No tengo ni la más mínima idea. Solo sé que, si no eres el feliz espectador común sino el teórico amargado dedicado a radiografiar películas, tienes la obligación de hacer algo serio si después vas de crítico y encima te quieres acreditar para los festivales a los que vas para hacerte fotitos en lugar de ver seis películas al día y no respirar cumpliendo con el cometido de informar, escribir de madrugada o montar vídeos. Que esto es jodidamente sacrificado si lo quieres hacer bien, por mucho que parezca bonito y todos quieran ser críticos.
Tampoco tengo ni idea –entramos en materia- de porqué Coppola, con una cojonuda idea de paralelizar las intrigas políticas y los egos de la civilización que nos creó con las actuales corrupciones que gobiernan en el mundo, decidió barroquizarlo todo e irse por las ramas con momentos y diálogos que ni los más asiduos consumidores de grifa son capaces de mantener.
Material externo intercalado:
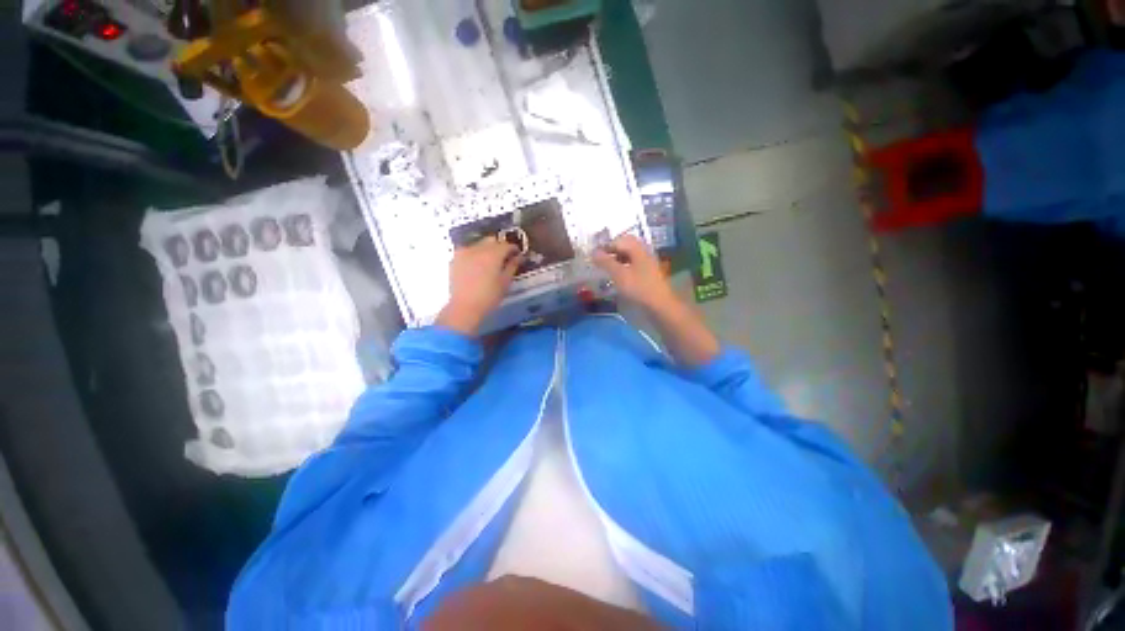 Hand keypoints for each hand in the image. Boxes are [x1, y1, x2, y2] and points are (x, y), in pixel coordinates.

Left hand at [437, 238, 522, 335]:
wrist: (464, 307)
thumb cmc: (489, 296)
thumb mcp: (505, 282)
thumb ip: (512, 266)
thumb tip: (519, 257)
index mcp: (493, 254)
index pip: (506, 245)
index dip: (514, 249)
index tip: (517, 255)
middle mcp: (478, 248)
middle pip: (492, 240)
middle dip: (500, 246)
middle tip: (505, 258)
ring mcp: (464, 252)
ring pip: (479, 244)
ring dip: (487, 249)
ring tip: (490, 262)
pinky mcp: (455, 259)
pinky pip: (468, 251)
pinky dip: (475, 254)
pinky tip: (477, 265)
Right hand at [592, 235, 676, 311]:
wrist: (660, 306)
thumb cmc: (638, 289)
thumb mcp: (619, 275)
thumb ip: (606, 262)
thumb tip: (593, 252)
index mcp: (637, 249)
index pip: (619, 240)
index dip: (605, 246)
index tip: (594, 256)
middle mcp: (644, 252)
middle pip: (626, 246)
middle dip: (612, 251)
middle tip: (600, 261)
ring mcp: (647, 263)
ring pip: (630, 255)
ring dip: (617, 259)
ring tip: (607, 269)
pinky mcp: (648, 274)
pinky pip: (633, 265)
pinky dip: (623, 267)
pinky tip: (618, 277) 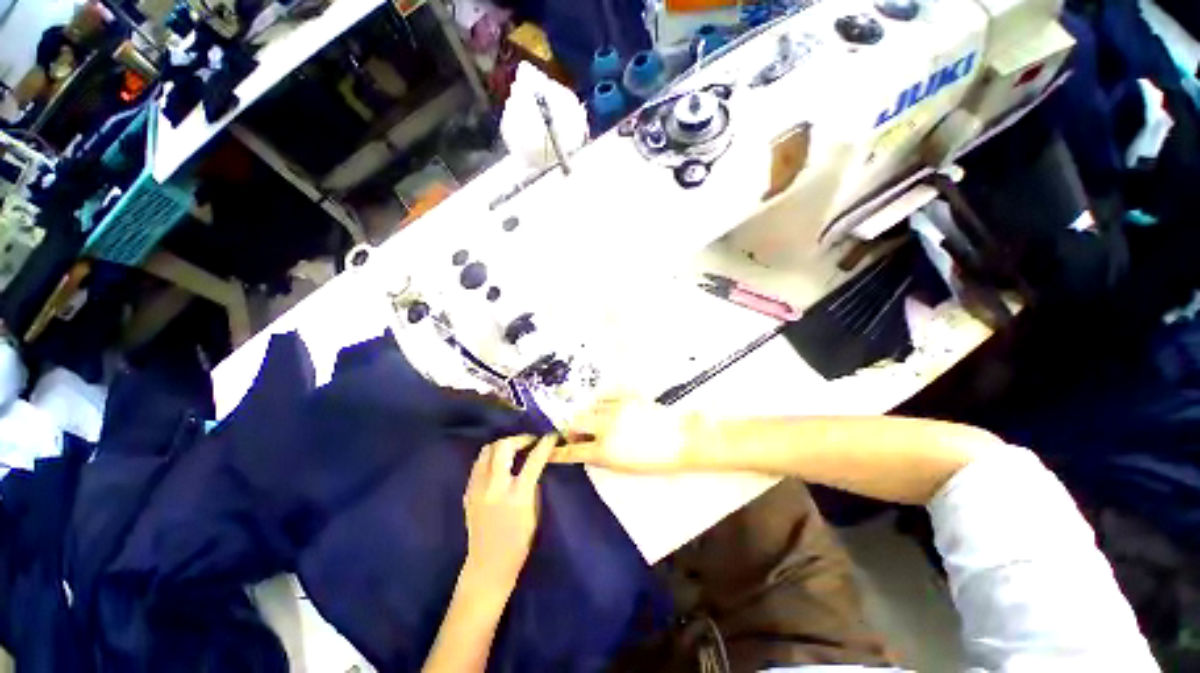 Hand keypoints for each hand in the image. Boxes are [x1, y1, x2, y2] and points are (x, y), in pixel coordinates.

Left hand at [463, 434, 554, 589]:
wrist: (488, 566)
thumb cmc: (519, 543)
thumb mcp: (535, 512)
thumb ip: (533, 484)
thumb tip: (535, 463)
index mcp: (518, 495)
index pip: (533, 460)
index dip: (544, 444)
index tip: (551, 437)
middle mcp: (495, 487)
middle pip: (504, 446)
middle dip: (519, 439)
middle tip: (529, 442)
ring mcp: (478, 489)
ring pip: (487, 451)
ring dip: (503, 445)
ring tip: (513, 449)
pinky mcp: (468, 492)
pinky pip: (478, 464)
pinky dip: (491, 457)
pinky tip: (499, 464)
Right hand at [554, 398, 697, 472]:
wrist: (680, 439)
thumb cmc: (655, 460)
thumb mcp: (624, 466)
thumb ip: (601, 458)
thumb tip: (587, 450)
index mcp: (605, 450)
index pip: (573, 451)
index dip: (557, 452)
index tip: (547, 451)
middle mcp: (606, 427)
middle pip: (575, 423)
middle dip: (571, 429)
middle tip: (576, 434)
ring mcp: (616, 409)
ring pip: (589, 408)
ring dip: (586, 416)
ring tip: (594, 422)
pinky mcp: (626, 398)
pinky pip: (605, 398)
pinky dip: (600, 404)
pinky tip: (605, 410)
Pero «Megalópolis» tiene mucha, y difícil, miga. El poder de detener el tiempo, el mayor de todos para lograr la inmortalidad, reflejado en el personaje de César Catilina (Adam Driver); la estopa a la servil prensa actual; la seducción de los profetas modernos recibida especialmente por los primeros planos de niños astutamente colocados por Coppola; el débito hacia otras distopías como «Blade Runner» o «Joker» y técnicamente hacia el uso de su paleta de colores, o la magistral banda sonora del argentino Osvaldo Golijov, tan originariamente europeo y clásico como Miklós Rózsa del que bebe excelentemente en su «Nueva Roma» o su capacidad para narrar musicalmente la utopía discursiva de César Catilina con un enorme tema en el que cuerdas, saxos, flautines respondiendo y trompetas gimiendo juegan como solo los maestros saben situarlos en el pentagrama. También encontramos la huella de Alex North en su excelente «The Catilinarian Conspiracies» como ejemplo más diáfano.
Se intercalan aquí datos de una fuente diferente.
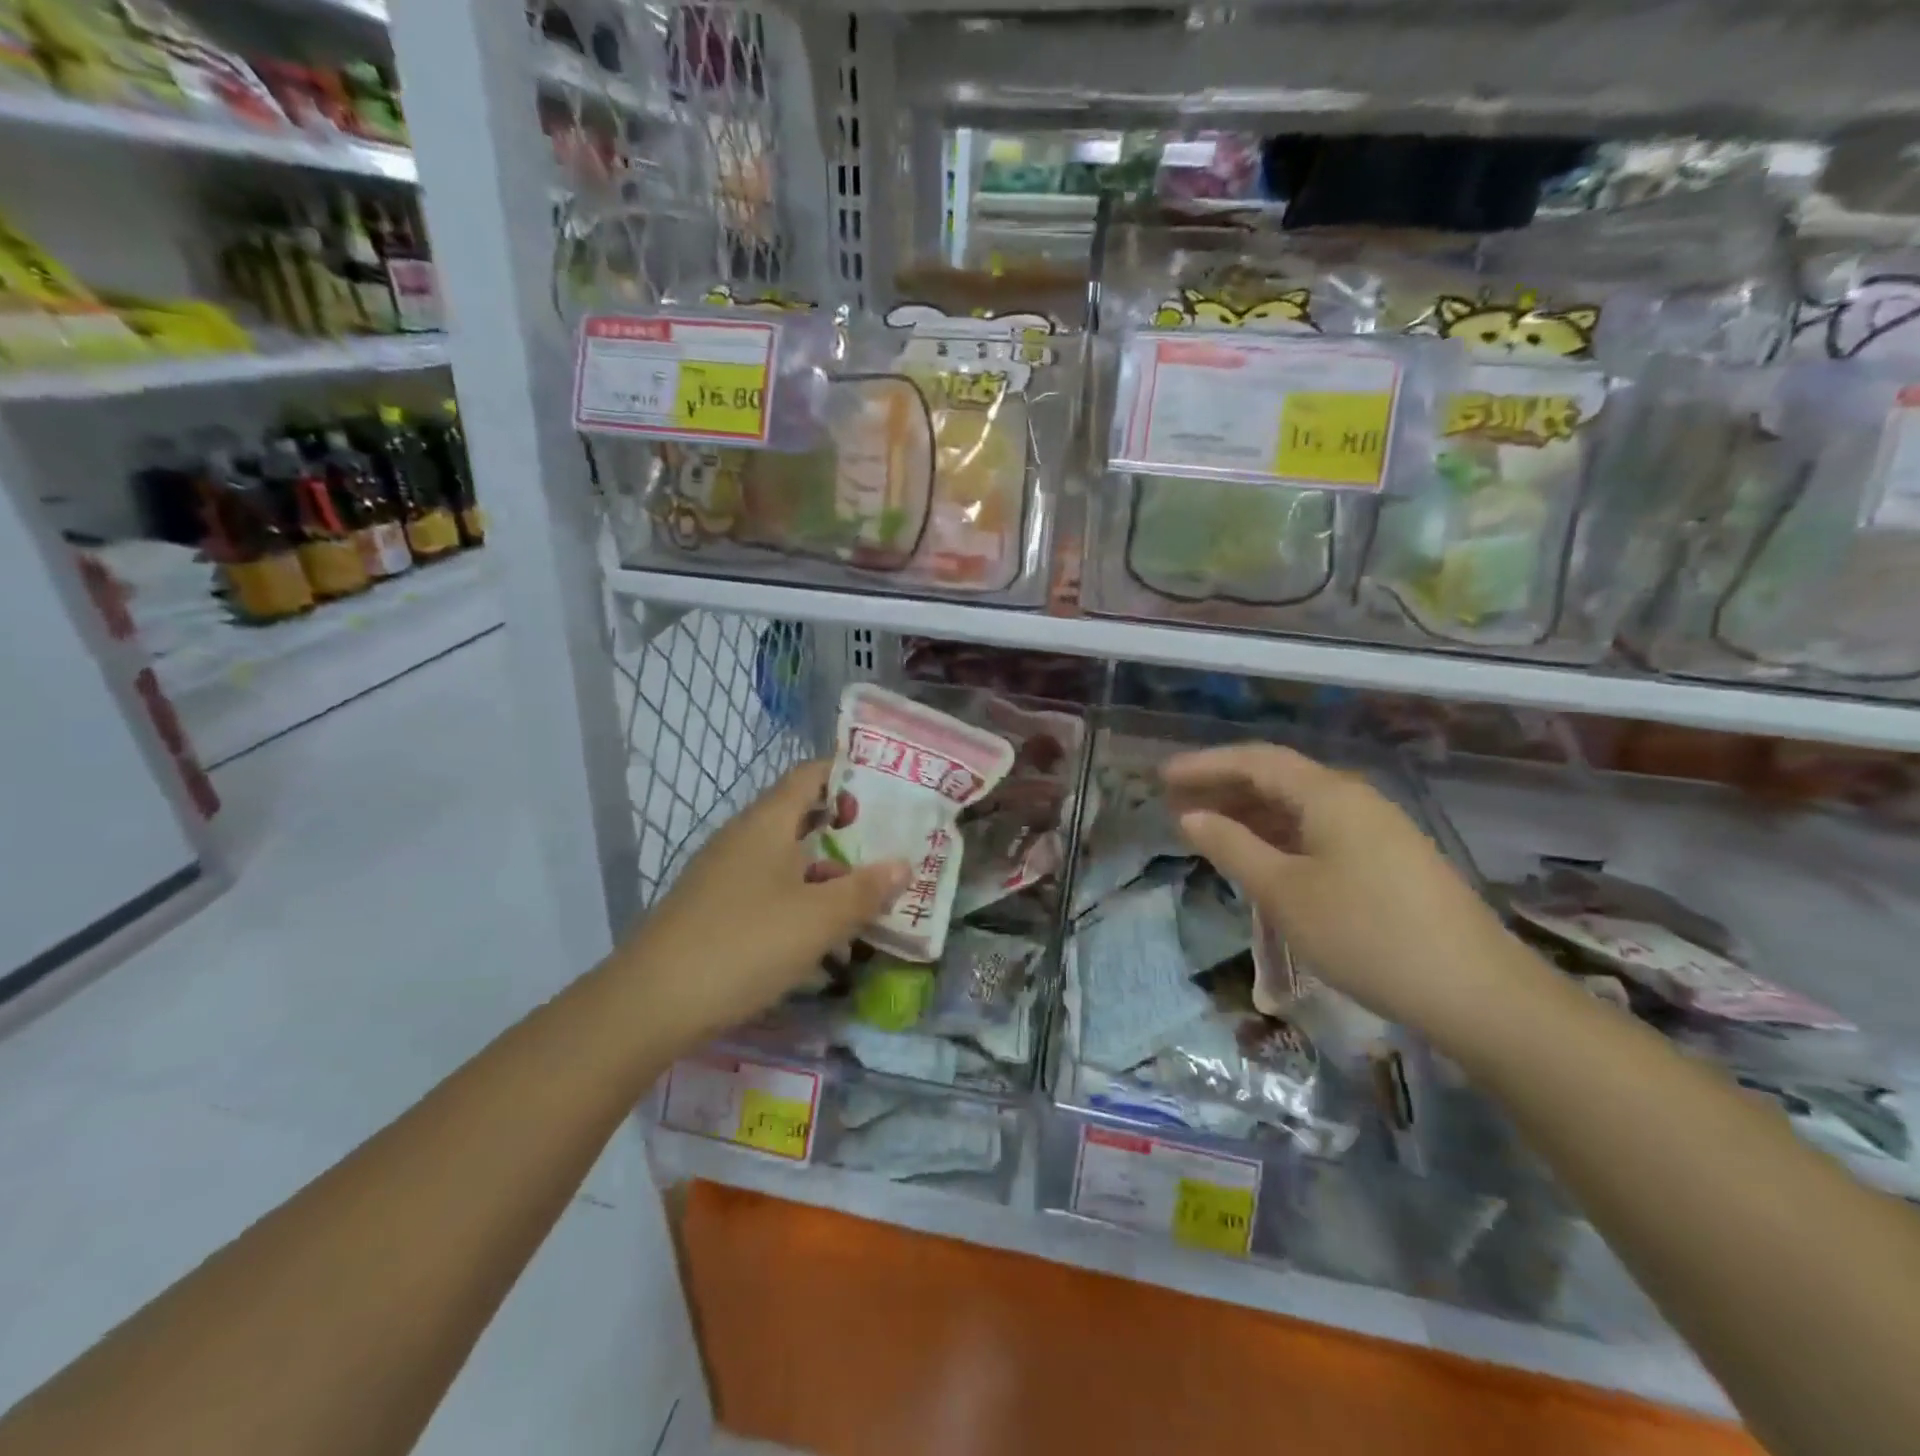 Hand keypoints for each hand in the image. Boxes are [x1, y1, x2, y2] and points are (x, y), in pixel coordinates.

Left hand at [613, 762, 909, 1042]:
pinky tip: (822, 933)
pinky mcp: (714, 908)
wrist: (651, 1004)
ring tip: (868, 895)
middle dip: (848, 831)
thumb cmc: (744, 944)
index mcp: (767, 822)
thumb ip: (864, 889)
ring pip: (787, 858)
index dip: (849, 774)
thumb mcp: (818, 919)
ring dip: (827, 872)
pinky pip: (768, 889)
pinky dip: (801, 899)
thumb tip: (903, 864)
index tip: (890, 788)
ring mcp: (724, 873)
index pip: (811, 775)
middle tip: (892, 846)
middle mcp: (743, 837)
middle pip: (802, 817)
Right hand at [1163, 743, 1515, 1034]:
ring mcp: (1377, 830)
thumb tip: (1190, 816)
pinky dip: (1279, 837)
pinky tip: (1261, 859)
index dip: (1205, 765)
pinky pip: (1319, 832)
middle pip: (1277, 779)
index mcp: (1329, 794)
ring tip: (1207, 830)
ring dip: (1250, 814)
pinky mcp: (1388, 861)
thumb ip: (1232, 847)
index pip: (1255, 761)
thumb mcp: (1284, 892)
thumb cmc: (1366, 934)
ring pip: (1299, 808)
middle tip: (1176, 804)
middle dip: (1223, 788)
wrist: (1477, 993)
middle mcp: (1354, 800)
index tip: (1162, 777)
«Megalópolis» es indigesta para el anónimo mortal que acude (aún) al cine, es un ejercicio egoísta de Coppola y por ello el espectador medio no tiene que pedir perdón. Tampoco lo tiene que hacer el director, aunque haya perdido la oportunidad de hacer la obra maestra que hoy día es más necesaria que nunca sobre la indefectible caída de una civilización llena de tarados que menosprecian a un maestro calificando sus películas como mierdas o grabando gilipolleces en un mismo día por mucho que ustedes visionen sus basuras.